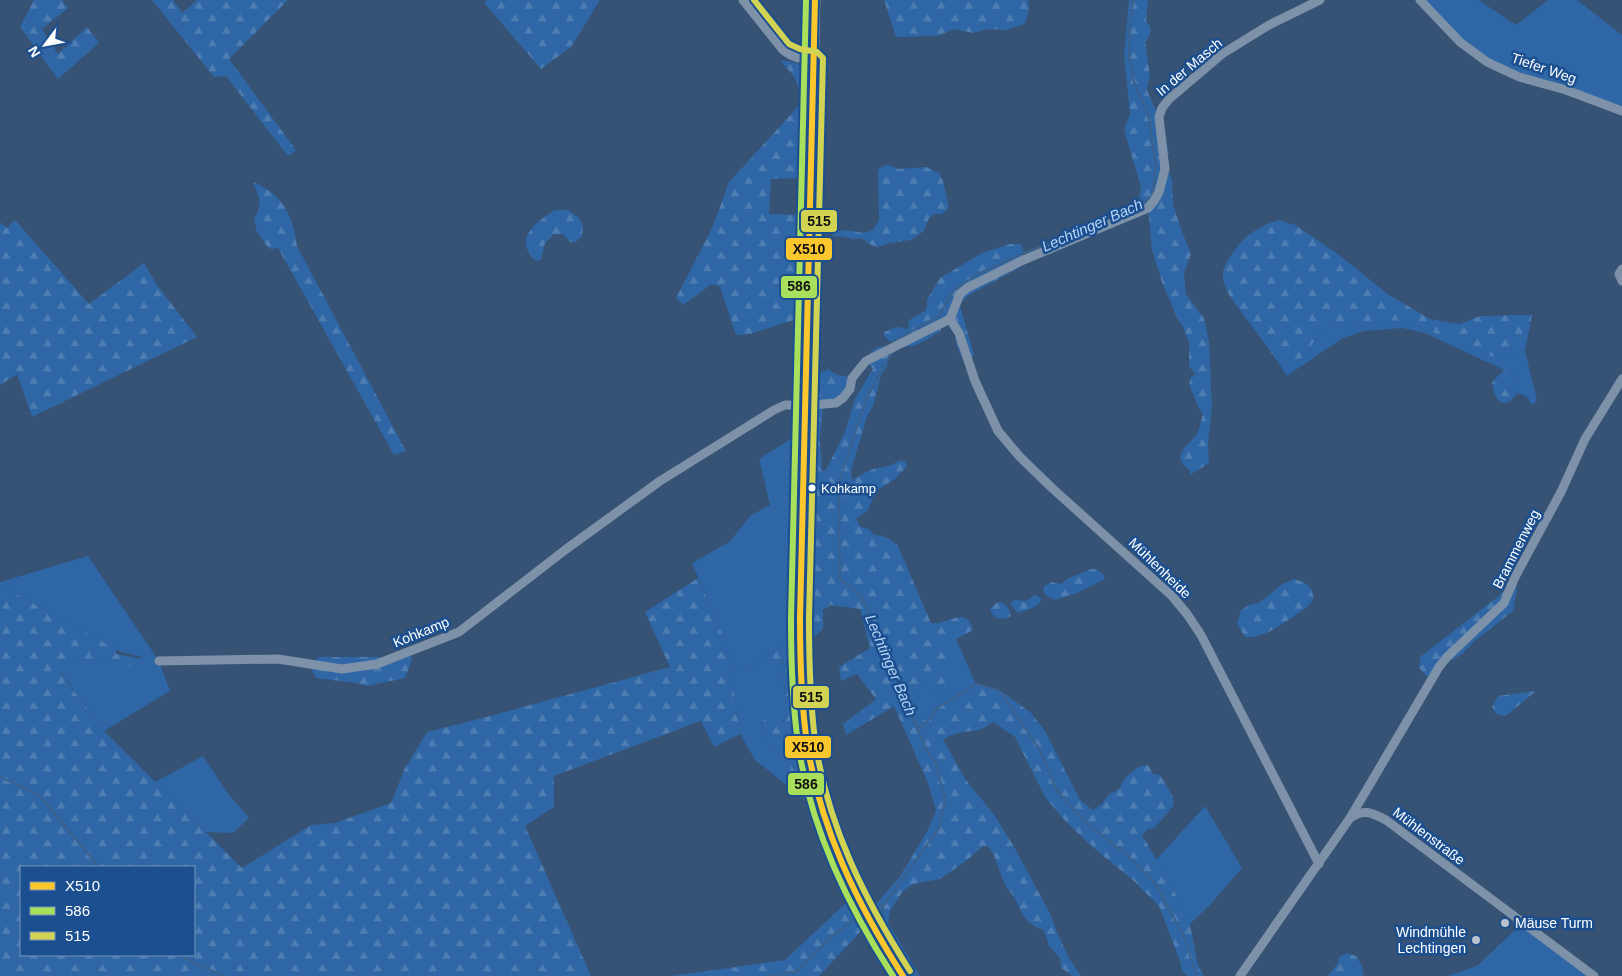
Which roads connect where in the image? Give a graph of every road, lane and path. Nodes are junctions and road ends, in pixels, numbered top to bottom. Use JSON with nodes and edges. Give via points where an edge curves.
{"nodes":[{"id":1,"x":743,"y":0,"type":"edge"},
{"id":2,"x":815,"y":0,"type":"edge"},
{"id":3,"x":1320,"y":0,"type":"edge"},
{"id":4,"x":1420,"y":0,"type":"edge"},
{"id":5,"x":814,"y":60,"type":"junction"},
{"id":6,"x":1622,"y":111,"type":"edge"},
{"id":7,"x":1622,"y":269,"type":"edge"},
{"id":8,"x":1622,"y":281,"type":"edge"},
{"id":9,"x":950,"y":319,"type":"junction"},
{"id":10,"x":1622,"y":379,"type":"edge"},
{"id":11,"x":805,"y":405,"type":"junction"},
{"id":12,"x":159,"y":661,"type":"dead end"},
{"id":13,"x":1350,"y":818,"type":"junction"},
{"id":14,"x":1319,"y":864,"type":"junction"},
{"id":15,"x":903,"y":976,"type":"edge"},
{"id":16,"x":1240,"y":976,"type":"edge"},
{"id":17,"x":1594,"y":976,"type":"edge"}],
"edges":[{"from":1,"to":5,"type":"street","via":[[783,50],[799,59]]},
{"from":2,"to":5,"type":"main road"},
{"from":3,"to":9,"type":"street","name":"In der Masch","via":[[1269,25],[1222,54],[1169,99],[1159,117],[1165,169],[1160,192],[1148,208],[1021,261],[967,288],[960,294]]},
{"from":4,"to":6,"type":"street","name":"Tiefer Weg","via":[[1460,42],[1487,62],[1519,77]]},
{"from":5,"to":11,"type":"main road"},
{"from":7,"to":8,"type":"street","via":[[1619,274]]},
{"from":9,"to":11,"type":"street","via":[[866,361],[852,378],[843,398],[836,403]]},
{"from":9,"to":14,"type":"street","name":"Mühlenheide","via":[[959,333],[975,381],[998,431],[1026,463],[1160,585],[1187,614],[1201,635]]},
{"from":10,"to":13,"type":"street","name":"Brammenweg","via":[[1585,439],[1504,603],[1446,657]]},
{"from":11,"to":12,"type":"street","name":"Kohkamp","via":[[785,405],[774,410],[660,481],[459,632],[377,664],[342,669],[278,660]]},
{"from":11,"to":15,"type":"main road","via":[[800,639],[802,700],[810,759],[820,805],[842,866],[863,911]]},
{"from":13,"to":14,"type":"street"},
{"from":13,"to":17,"type":"street","name":"Mühlenstraße","via":[[1366,812],[1386,820]]},
{"from":14,"to":16,"type":"street"}]}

++++++

**Exercise**. Copy out every line of the data where the word "road" occurs.

**Written answer**.
Which roads connect where in the image? Give a graph of every road, lane and path. Nodes are junctions and road ends, in pixels, numbered top to bottom. Use JSON with nodes and edges. Give via points where an edge curves.
{"from":2,"to":5,"type":"main road"},
{"from":5,"to":11,"type":"main road"},
{"from":11,"to":15,"type":"main road","via":[[800,639],[802,700],[810,759],[820,805],[842,866],[863,911]]},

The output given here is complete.